Action item - Only lines holding "Velikaya" are needed; copy each of them from the data below.

Records for this exercise -
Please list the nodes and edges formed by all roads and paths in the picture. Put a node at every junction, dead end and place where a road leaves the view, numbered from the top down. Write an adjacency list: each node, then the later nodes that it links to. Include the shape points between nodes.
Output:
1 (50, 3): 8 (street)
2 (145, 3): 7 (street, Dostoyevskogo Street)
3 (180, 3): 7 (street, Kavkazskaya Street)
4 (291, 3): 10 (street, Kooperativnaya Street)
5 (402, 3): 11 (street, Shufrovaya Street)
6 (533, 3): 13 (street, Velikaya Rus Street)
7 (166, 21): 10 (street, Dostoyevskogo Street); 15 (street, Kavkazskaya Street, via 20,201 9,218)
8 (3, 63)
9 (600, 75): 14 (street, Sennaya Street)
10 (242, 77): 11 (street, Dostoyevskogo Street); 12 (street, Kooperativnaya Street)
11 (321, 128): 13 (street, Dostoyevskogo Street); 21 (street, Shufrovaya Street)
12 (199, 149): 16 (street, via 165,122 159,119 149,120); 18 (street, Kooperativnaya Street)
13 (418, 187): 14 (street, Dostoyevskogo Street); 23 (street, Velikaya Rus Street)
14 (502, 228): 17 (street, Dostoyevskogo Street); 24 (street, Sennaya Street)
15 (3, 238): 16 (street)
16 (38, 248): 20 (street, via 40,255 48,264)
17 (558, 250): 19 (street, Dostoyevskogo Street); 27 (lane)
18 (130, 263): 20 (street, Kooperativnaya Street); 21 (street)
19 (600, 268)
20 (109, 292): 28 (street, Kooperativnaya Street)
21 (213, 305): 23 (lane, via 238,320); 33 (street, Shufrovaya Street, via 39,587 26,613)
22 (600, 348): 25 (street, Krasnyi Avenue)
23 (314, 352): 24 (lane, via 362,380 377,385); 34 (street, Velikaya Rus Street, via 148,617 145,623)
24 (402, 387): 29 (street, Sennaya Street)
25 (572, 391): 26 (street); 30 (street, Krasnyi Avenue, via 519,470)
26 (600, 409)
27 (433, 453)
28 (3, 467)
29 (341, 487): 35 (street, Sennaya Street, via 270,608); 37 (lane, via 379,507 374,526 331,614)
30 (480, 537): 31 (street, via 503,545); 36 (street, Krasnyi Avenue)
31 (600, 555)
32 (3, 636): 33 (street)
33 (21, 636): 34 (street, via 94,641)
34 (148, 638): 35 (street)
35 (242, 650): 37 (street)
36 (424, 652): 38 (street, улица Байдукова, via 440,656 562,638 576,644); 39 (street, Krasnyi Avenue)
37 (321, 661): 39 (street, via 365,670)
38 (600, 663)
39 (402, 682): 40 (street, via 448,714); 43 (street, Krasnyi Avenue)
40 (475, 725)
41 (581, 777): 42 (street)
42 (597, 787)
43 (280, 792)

Reply -
6 (533, 3): 13 (street, Velikaya Rus Street)
13 (418, 187): 14 (street, Dostoyevskogo Street); 23 (street, Velikaya Rus Street)
23 (314, 352): 24 (lane, via 362,380 377,385); 34 (street, Velikaya Rus Street, via 148,617 145,623)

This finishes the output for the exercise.